Other warnings/precautions:
- Abrupt withdrawal: [US Boxed Warning]: Beta-blocker therapy should not be withdrawn abruptly (particularly in patients with CAD), but gradually tapered over 1 to 2 weeks to avoid acute tachycardia, hypertension, and/or ischemia. Severe exacerbation of angina, ventricular arrhythmias, and myocardial infarction (MI) have been reported following abrupt withdrawal of beta-blocker therapy. Warn patients against interruption or discontinuation of therapy without the health care provider’s advice. Temporary but prompt resumption of therapy may be indicated with markedly worsening of angina or acute coronary insufficiency.
- Appropriate use: Used as a replacement for separate dosing of components or combination when response to single agent is suboptimal; the fixed combination is not indicated for initial treatment of hypertension.

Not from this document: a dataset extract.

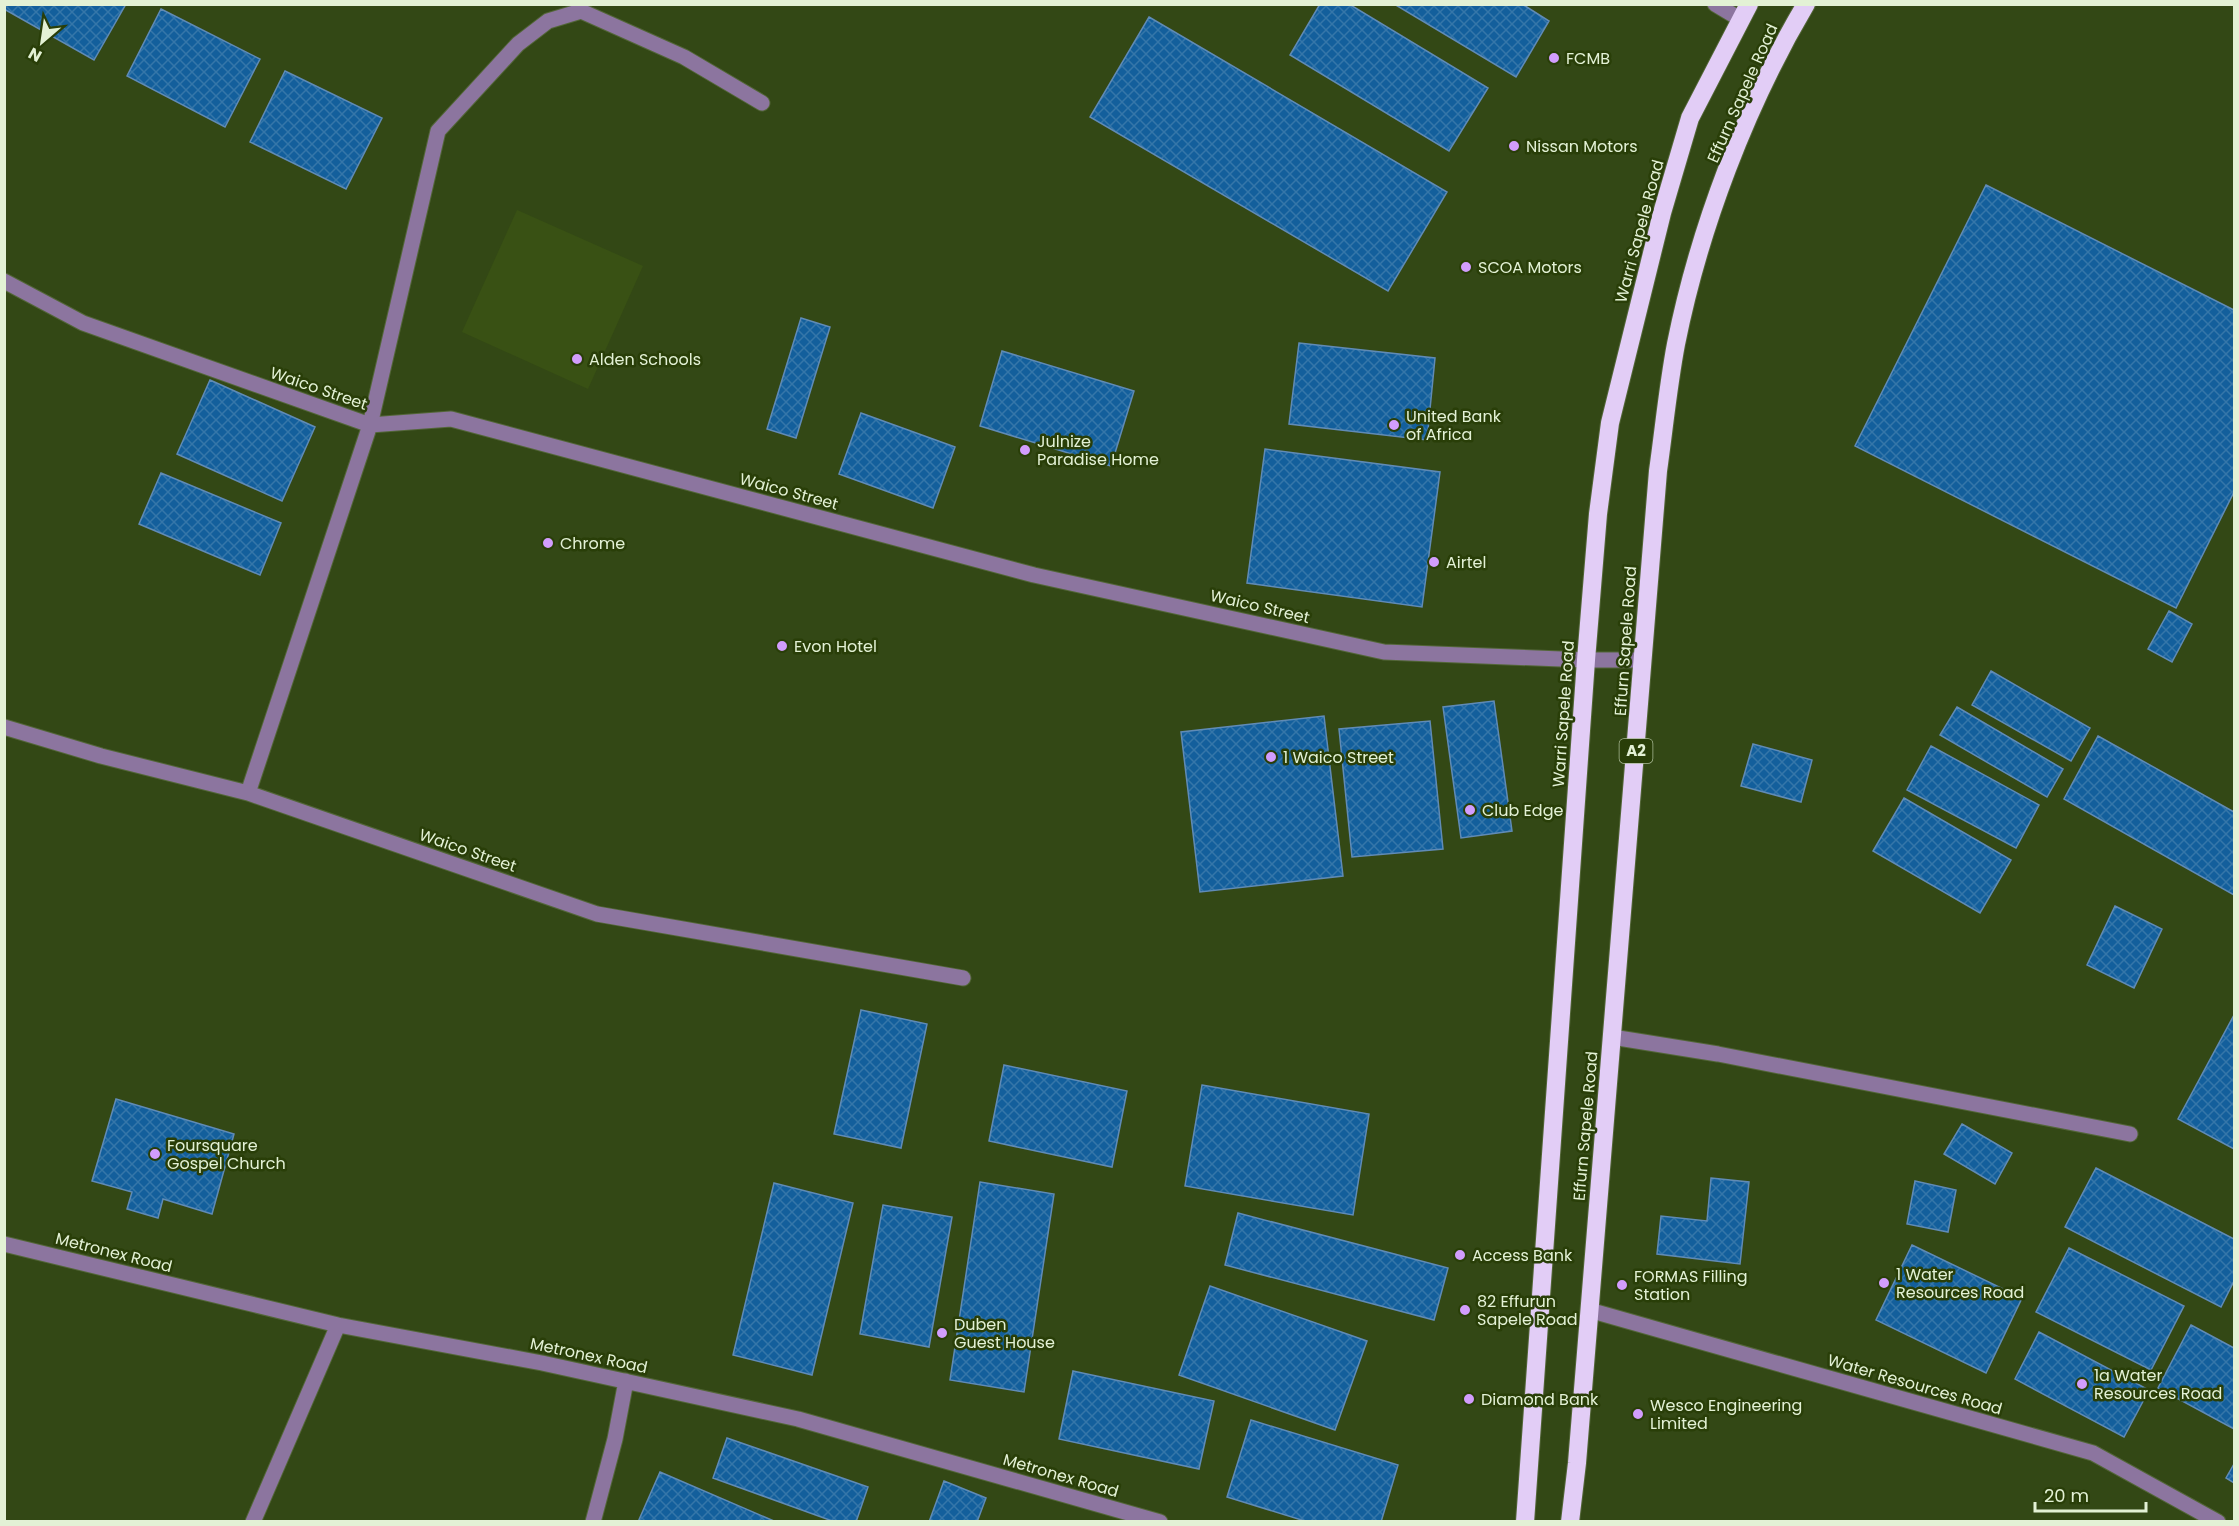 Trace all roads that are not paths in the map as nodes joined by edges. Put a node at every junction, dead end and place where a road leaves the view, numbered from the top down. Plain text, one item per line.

- Major surgery: Although perioperative beta-blocker therapy is recommended prior to elective surgery in selected patients, use of high-dose extended release metoprolol in patients naïve to beta-blocker therapy undergoing noncardiac surgery has been associated with bradycardia, hypotension, stroke, and death. Chronic beta-blocker therapy should not be routinely withdrawn prior to major surgery. If given the morning of surgery, hydrochlorothiazide may render the patient volume depleted and blood pressure may be labile during general anesthesia.
Monitoring Parameters
Blood pressure, heart rate; fluid and electrolyte balance; serum glucose regularly (in patients with diabetes); renal function
Pregnancy
Pregnancy Risk Factor
C
Pregnancy Considerations
Adverse events have been observed in some animal reproduction studies. See individual agents.
Patient Education
- Discuss specific use of drug and side effects with patient as it relates to treatment. (HCAHPS: During this hospital stay, were you given any medicine that you had not taken before? Before giving you any new medicine, how often did hospital staff tell you what the medicine was for? How often did hospital staff describe possible side effects in a way you could understand?)
- Patient may experience dizziness, headache, diarrhea, fatigue, flu-like symptoms, or loss of strength and energy. Have patient report immediately to prescriber signs of high blood sugar (confusion, fatigue, increased thirst, increased hunger, passing a lot of urine, flushing, fast breathing, or breath that smells like fruit), signs of fluid and electrolyte problems (mood changes, confusion, muscle pain or weakness, abnormal heartbeat, severe dizziness, passing out, fast heartbeat, increased thirst, seizures, loss of strength and energy, lack of appetite, unable to pass urine or change in amount of urine passed, dry mouth, dry eyes, or nausea or vomiting), signs of lupus (rash on the cheeks or other body parts, sunburn easy, muscle or joint pain, chest pain or shortness of breath, or swelling in the arms or legs), signs of kidney problems (unable to pass urine, blood in the urine,change in amount of urine passed, or weight gain, chest pain, slow heartbeat, depression, confusion, trouble with memory, shortness of breath, excessive weight gain, swelling of arms or legs, vision changes, or eye pain (HCAHPS).
- Educate patient about signs of a significant reaction (eg, wheezing; chest tightness; fever; itching; bad cough; blue skin color; seizures; or swelling of face, lips, tongue, or throat). Note: This is not a comprehensive list of all side effects. Patient should consult prescriber for additional questions.
Intended Use and Disclaimer: Should not be printed and given to patients. This information is intended to serve as a concise initial reference for health care professionals to use when discussing medications with a patient. You must ultimately rely on your own discretion, experience, and judgment in diagnosing, treating, and advising patients.